VSFormer: Value and Shape-Aware Transformer with Prior-Enhanced Self-Attention for Multivariate Time Series Classification
Wenjie Xi, Rundong Zuo, Alejandro Alvarez, Jie Zhang, Byron Choi, Jessica Lin
TL;DR
VSFormer introduces a value-and-shape-aware Transformer for multivariate time series classification. It jointly processes shape tokens (discriminative patterns) and value tokens (statistical features) with class-specific priors embedded in both encoding and attention via Time Series Information Encoding (TSI) and Prior-Enhanced Self-Attention (PESA). The model achieves state-of-the-art performance across all 30 UEA MTSC datasets and demonstrates strong robustness in datasets lacking clear discriminative patterns, as shown by a solar-flare case study.
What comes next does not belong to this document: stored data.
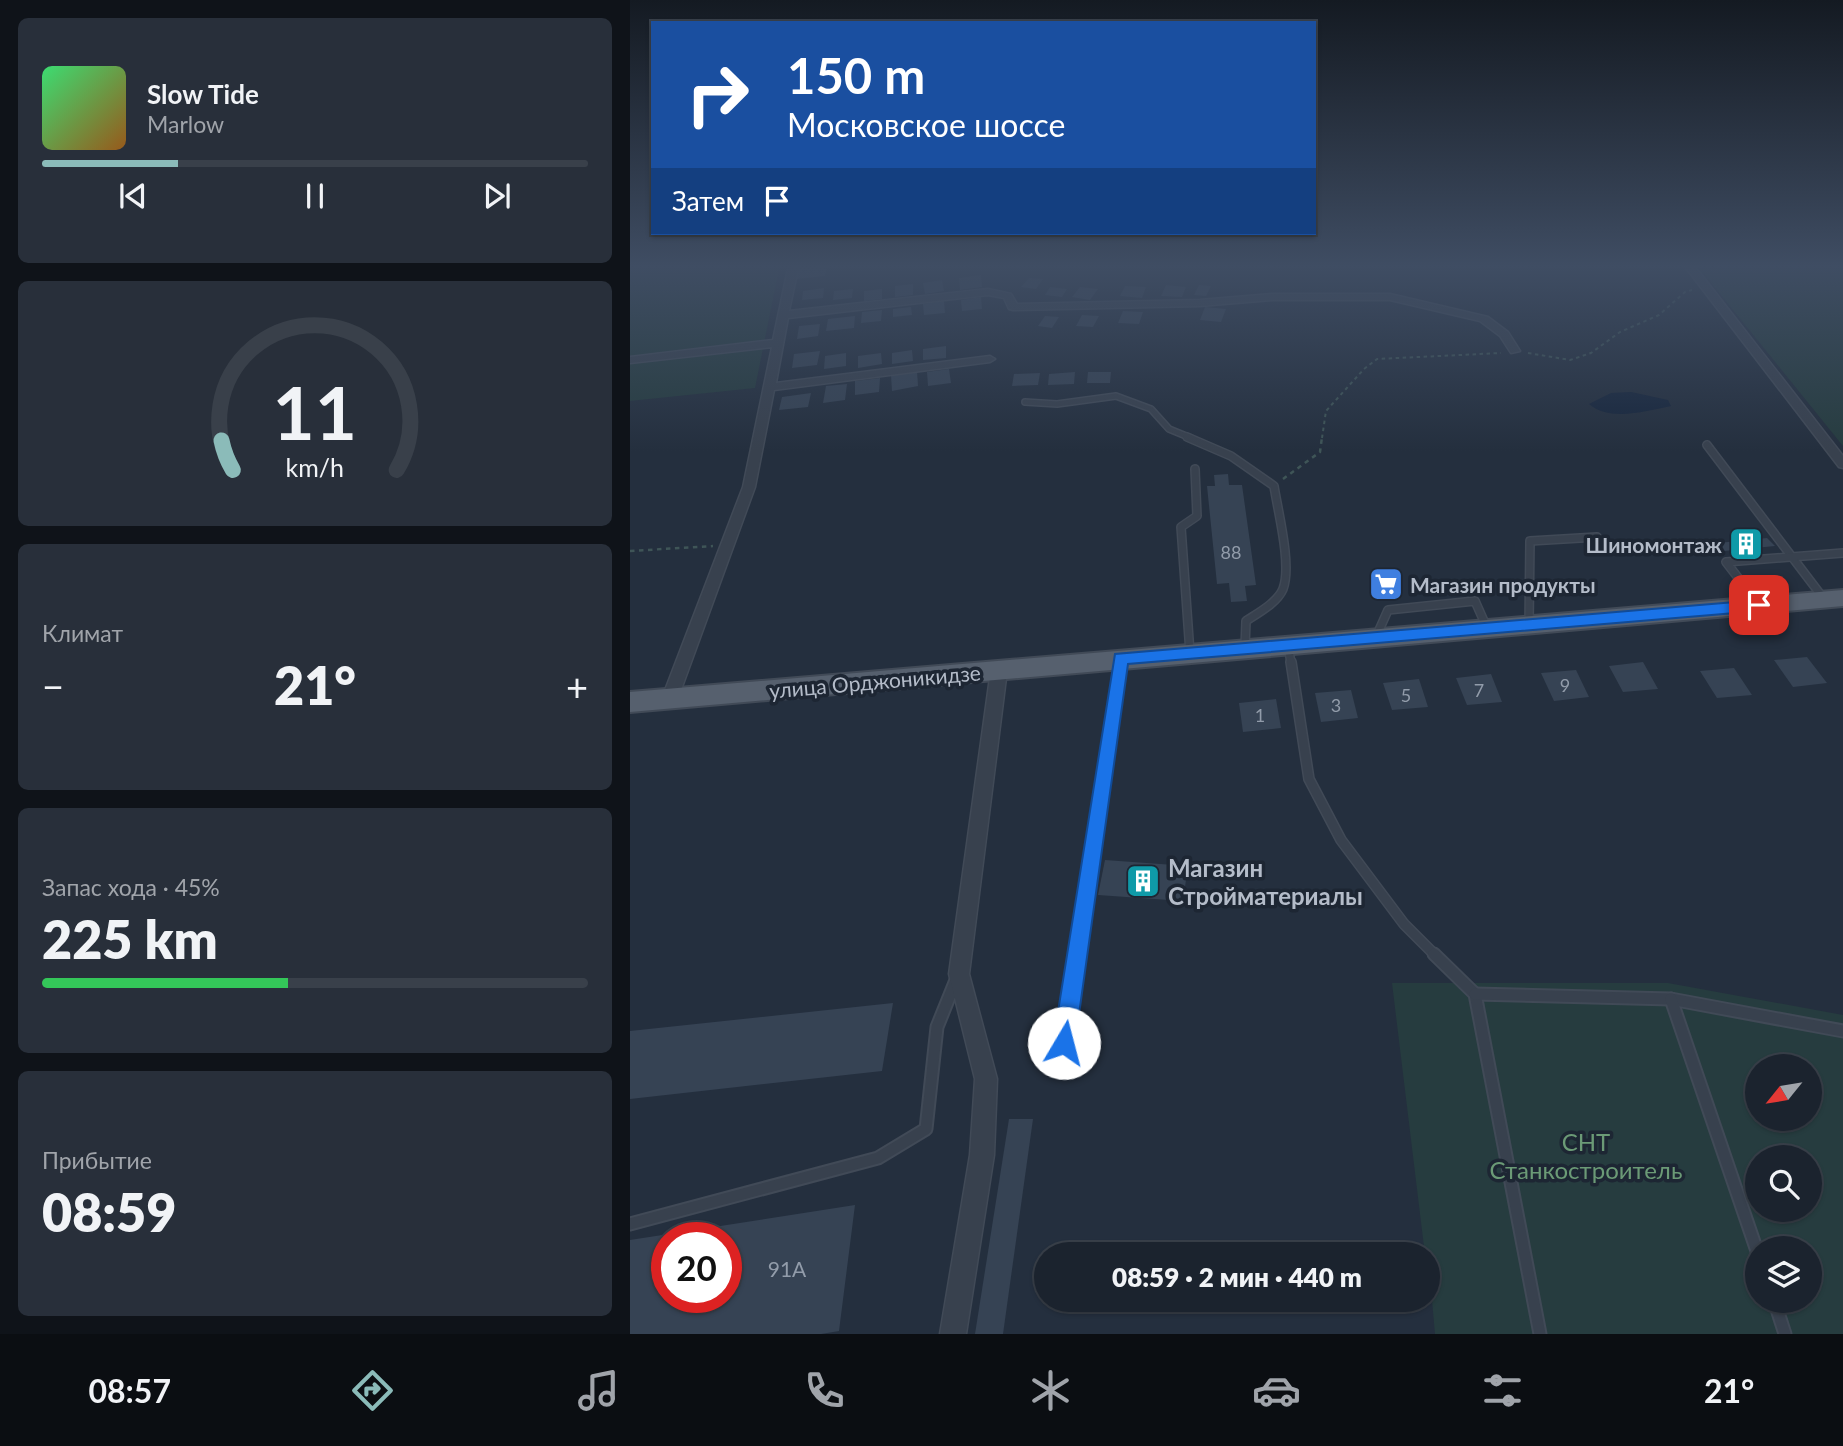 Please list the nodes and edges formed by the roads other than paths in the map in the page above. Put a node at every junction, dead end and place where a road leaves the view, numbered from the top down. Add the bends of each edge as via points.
1 (782, 326) edge
2 (1494, 326) edge
3 (1736, 326) edge
4 (778, 343) junction
5 (1515, 351) road end
6 (990, 359) dead end
7 (630, 360) edge
8 (769, 387) junction
9 (1025, 402) dead end
10 (1707, 445) dead end
11 (1843, 464) edge
12 (1195, 469) dead end
13 (1597, 537) dead end
14 (1843, 553) edge
15 (1792, 557) junction
16 (1834, 599) edge
17 (1759, 605) junction
18 (1528, 625) junction
19 (1288, 645) junction
20 (1245, 648) junction
21 (1190, 653) junction
22 (1121, 659) junction
23 (999, 670) junction
24 (670, 698) junction
25 (630, 702) edge
26 (959, 974) junction
27 (1475, 994) junction
28 (1671, 999) junction
29 (1843, 1031) edge
30 (1064, 1043) dead end
31 (630, 1224) edge
32 (1752, 1236) edge
33 (1778, 1313) edge
34 (953, 1334) edge
35 (1540, 1334) edge
36 (1785, 1334) edge

1 - 4 street
2 - 5 street
3 - 11 street
4 - 7 street
4 - 8 street
6 - 8 street
8 - 24 street via 749,487
9 - 20 lane via 1057,404 1116,396 1131,400 1151,409 1169,429 1231,456 1274,486 1283,589 1246,621
10 - 15 lane
12 - 21 lane via 1198,516 1181,527
13 - 18 lane via 1530,541
14 - 15 lane
15 - 16 lane
15 - 17 lane via 1726,562
16 - 17 main road, улица Орджоникидзе
17 - 18 main road, улица Орджоникидзе
18 - 19 main road, улица Орджоникидзе
19 - 20 main road, улица Орджоникидзе
19 - 27 lane via 1309,779 1334,828 1404,924
20 - 21 main road, улица Орджоникидзе
21 - 22 main road, улица Орджоникидзе
22 - 23 main road, улица Орджоникидзе
22 - 30 lane
23 - 24 main road, улица Орджоникидзе
23 - 26 street
24 - 25 main road, улица Орджоникидзе
26 - 31 lane via 937,1027 926,1129 878,1158
26 - 34 street via 986,1079 982,1155
27 - 28 lane
27 - 35 lane
28 - 29 lane
28 - 32 lane
33 - 36 lane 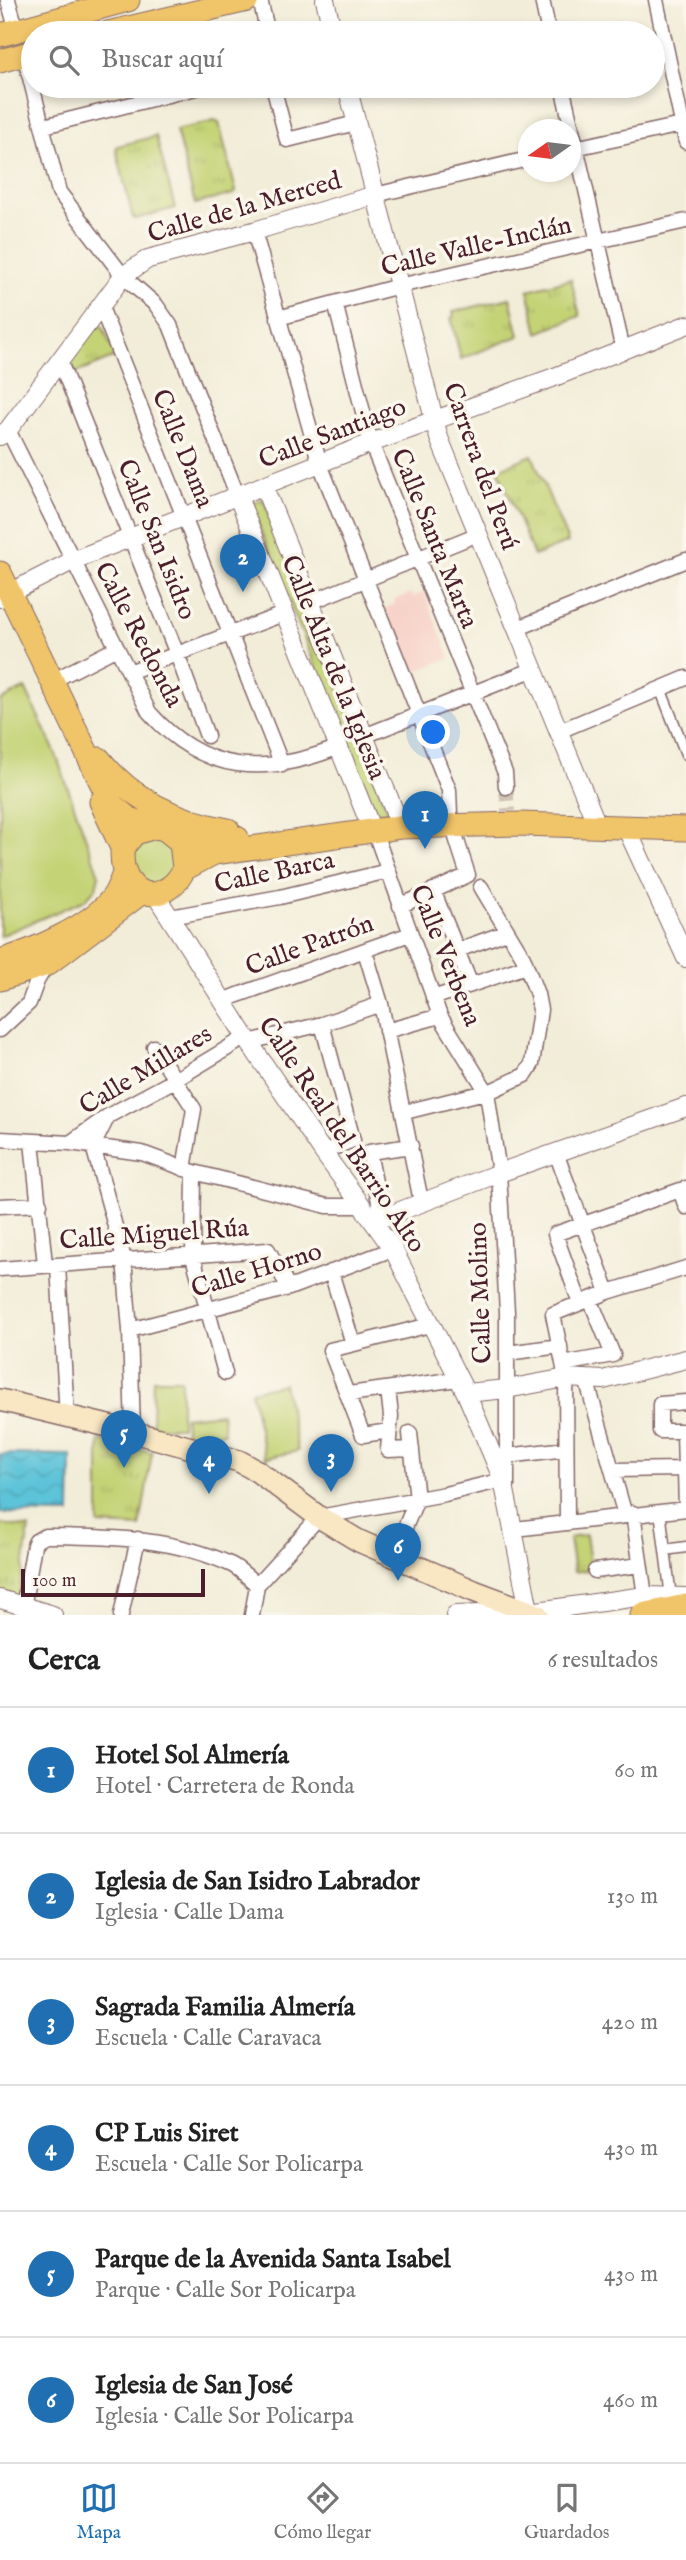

The approach offers interpretable token-level insights through prioritized shape motifs and interval-based value features, with potential impact on practical MTSC tasks where discriminative patterns are weak or absent.
Abstract
Multivariate time series classification is a crucial task in data mining, attracting growing research interest due to its broad applications. While many existing methods focus on discovering discriminative patterns in time series, real-world data does not always present such patterns, and sometimes raw numerical values can also serve as discriminative features. Additionally, the recent success of Transformer models has inspired many studies. However, when applying to time series classification, the self-attention mechanisms in Transformer models could introduce classification-irrelevant features, thereby compromising accuracy. To address these challenges, we propose a novel method, VSFormer, that incorporates both discriminative patterns (shape) and numerical information (value). In addition, we extract class-specific prior information derived from supervised information to enrich the positional encoding and provide classification-oriented self-attention learning, thereby enhancing its effectiveness. Extensive experiments on all 30 UEA archived datasets demonstrate the superior performance of our method compared to SOTA models. Through ablation studies, we demonstrate the effectiveness of the improved encoding layer and the proposed self-attention mechanism. Finally, We provide a case study on a real-world time series dataset without discriminative patterns to interpret our model.